In Figure 6(c) we demonstrate the phase taper technique. This technique excites all antenna elements with full power, thus maintaining full PA gain while it shapes the pattern to the specified beamwidths by phase taper. The resulting beam pattern using the phase taper method is shown in Figure 6(c). The result of the phase taper is an EIRP of about 42 dBm.

One concern when dealing with phase weights is the sensitivity to phase errors. Phase errors occur from many sources such as temperature variation of active components, part-by-part variation in passive components, and nonuniform dielectric substrates. To account for these phase inconsistencies advanced calibration methods are employed which adjust the phase of each active chain at the baseband level such that all signals arrive at the antenna ports with the prescribed phase weights. Antenna calibrations are regular intervals during system operation. Despite calibration, FD-MIMO arrays with large number of active chains can never be perfectly phase calibrated. For small array (<8 antennas), calibration aligns channels to within a few degrees of error (about ±5°). If the phase error between channels is more than 10°, the calibration circuit might not be performing adequately. For arrays with many active chains calibration errors can be higher because of error propagation in calibration methods [10]. Thus, a phase taper method for generating wide beam patterns has to be able to maintain its robustness despite small phase uncertainties.
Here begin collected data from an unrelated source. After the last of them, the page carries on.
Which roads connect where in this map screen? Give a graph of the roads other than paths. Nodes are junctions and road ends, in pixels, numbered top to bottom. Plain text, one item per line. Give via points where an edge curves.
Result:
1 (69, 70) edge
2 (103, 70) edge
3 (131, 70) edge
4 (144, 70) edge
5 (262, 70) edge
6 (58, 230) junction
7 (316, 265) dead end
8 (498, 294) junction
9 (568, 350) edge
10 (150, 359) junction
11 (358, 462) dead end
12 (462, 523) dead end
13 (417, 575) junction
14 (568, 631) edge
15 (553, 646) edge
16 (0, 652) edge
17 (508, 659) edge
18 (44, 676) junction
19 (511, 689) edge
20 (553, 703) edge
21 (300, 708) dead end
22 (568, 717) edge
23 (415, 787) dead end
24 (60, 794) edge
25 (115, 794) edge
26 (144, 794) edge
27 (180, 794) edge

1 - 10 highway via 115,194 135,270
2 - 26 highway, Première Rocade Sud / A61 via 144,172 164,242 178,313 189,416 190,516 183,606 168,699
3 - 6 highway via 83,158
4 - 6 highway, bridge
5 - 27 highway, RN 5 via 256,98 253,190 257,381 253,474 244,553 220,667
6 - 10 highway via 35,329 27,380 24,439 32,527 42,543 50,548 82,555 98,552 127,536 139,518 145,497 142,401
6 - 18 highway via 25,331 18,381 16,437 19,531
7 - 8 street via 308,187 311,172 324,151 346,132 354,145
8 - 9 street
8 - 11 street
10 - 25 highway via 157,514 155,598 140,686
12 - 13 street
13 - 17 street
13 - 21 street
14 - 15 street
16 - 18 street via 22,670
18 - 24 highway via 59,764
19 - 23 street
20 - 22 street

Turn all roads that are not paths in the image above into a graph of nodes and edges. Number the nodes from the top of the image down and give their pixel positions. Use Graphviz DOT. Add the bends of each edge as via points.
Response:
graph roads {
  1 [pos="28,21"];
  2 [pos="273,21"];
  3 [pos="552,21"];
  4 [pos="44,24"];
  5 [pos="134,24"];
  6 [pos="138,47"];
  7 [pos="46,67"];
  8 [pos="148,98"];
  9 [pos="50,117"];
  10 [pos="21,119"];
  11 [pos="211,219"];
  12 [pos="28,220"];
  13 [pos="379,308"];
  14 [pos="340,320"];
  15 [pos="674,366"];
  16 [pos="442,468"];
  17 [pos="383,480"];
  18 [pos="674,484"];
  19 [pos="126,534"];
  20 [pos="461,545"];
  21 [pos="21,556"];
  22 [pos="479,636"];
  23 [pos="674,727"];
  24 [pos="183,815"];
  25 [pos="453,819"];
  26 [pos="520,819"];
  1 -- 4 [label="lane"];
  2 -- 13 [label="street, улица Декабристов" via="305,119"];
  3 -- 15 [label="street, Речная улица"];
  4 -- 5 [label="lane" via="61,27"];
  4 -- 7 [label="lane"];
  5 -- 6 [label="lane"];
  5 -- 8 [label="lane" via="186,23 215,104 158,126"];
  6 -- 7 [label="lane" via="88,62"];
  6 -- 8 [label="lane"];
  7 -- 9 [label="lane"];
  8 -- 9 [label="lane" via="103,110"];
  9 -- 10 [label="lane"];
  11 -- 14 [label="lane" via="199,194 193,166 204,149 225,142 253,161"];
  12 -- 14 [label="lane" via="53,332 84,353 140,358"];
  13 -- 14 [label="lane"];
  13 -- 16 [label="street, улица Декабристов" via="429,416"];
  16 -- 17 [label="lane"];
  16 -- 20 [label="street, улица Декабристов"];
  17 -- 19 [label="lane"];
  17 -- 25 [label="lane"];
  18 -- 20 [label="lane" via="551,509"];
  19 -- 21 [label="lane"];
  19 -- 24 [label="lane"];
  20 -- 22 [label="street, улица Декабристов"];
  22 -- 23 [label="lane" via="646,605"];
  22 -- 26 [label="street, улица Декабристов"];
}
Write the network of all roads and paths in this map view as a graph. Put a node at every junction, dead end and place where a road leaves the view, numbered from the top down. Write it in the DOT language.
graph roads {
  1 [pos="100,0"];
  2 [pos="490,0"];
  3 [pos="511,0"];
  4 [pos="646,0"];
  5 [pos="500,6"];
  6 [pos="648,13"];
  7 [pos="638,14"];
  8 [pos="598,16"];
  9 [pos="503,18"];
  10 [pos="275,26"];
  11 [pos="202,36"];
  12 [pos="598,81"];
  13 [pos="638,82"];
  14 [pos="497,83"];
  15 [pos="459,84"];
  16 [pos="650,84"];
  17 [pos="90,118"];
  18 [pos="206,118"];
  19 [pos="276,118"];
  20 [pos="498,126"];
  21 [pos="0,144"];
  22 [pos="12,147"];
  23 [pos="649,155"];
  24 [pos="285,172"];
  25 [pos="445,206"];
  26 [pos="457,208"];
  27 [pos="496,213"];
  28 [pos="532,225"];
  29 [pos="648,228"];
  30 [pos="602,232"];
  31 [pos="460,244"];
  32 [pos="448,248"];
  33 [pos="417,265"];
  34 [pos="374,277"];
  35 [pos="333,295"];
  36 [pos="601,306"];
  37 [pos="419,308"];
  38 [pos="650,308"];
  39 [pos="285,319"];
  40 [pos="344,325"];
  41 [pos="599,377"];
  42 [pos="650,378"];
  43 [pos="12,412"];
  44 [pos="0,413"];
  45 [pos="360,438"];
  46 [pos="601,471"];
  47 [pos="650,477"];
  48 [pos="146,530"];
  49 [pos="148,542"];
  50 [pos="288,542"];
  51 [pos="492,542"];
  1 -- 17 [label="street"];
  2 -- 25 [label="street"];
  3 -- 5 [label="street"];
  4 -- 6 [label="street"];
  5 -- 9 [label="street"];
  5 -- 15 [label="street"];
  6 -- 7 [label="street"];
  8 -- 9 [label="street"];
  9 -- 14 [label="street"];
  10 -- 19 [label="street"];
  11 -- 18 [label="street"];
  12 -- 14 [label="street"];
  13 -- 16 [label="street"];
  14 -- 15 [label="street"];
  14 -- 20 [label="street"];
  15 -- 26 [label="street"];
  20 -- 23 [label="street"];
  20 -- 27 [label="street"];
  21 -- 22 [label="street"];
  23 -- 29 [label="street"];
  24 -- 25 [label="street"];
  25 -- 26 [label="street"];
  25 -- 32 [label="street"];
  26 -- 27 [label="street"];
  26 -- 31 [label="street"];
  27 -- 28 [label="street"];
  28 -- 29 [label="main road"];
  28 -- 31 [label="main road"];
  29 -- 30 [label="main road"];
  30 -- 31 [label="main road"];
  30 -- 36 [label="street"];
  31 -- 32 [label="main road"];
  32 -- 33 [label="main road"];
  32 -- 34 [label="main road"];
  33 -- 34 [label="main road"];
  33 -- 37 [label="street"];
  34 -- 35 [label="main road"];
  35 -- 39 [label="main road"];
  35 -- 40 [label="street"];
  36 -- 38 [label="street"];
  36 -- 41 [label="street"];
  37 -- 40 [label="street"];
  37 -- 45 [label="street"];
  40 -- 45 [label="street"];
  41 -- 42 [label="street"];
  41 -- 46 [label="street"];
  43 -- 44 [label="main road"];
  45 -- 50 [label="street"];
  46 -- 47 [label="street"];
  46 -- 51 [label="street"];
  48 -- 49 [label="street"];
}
Figure 7 shows the performance of the phase taper technique in presence of random phase errors of a maximum of ±5° up to ±30°. We would like to note that during our phase error analysis a phase error, for example, of ±15° meant that the phase of some randomly selected elements was allowed to vary up to that amount. Still, most antenna elements were randomly assigned a phase error of less than ±15°. As seen in Figure 7, the phase taper method is somewhat robust to phase errors. Phase errors primarily affect the gain ripple within the main lobe and also side lobe levels. We noticed that beyond ±30° of maximum phase error beamwidth was affected more heavily. Because all antenna array elements are excited with uniform amplitude (see Figure 6(c)), random errors in the phase taper method can be balanced out in wide beamwidth cases and for arrays with many elements, and this is the reason why the phase taper method exhibits robustness to phase errors.


Figure 7 
Robustness of phase taper method to phase errors.

5. Conclusions

In this paper, we presented the design and performance of a FD-MIMO 2D active antenna array system. We carried out system level simulations to compare various antenna array configurations and understand their impact on the system performance (throughput gain). We found that antenna spacing and alternating polarization scheme yields the highest throughput gains with a practically realizable form factor. Further, we designed and measured the antenna array that meets the assumptions of the system level simulation. Finally, we compared two methods for generating wide beam pattern in large 2D FD-MIMO arrays. Such wide beams are required for signals that are intended to be transmitted not separately to each user but to a whole sector of specific azimuth and elevation dimensions. We found that the amplitude taper method can result in low transmitted power and thus in low range, whereas the phase taper method can maintain full transmit power and is robust to phase errors of up to ±30°.

Conflict of Interests

The authors declare that there is no conflict of interests regarding the publication of this paper.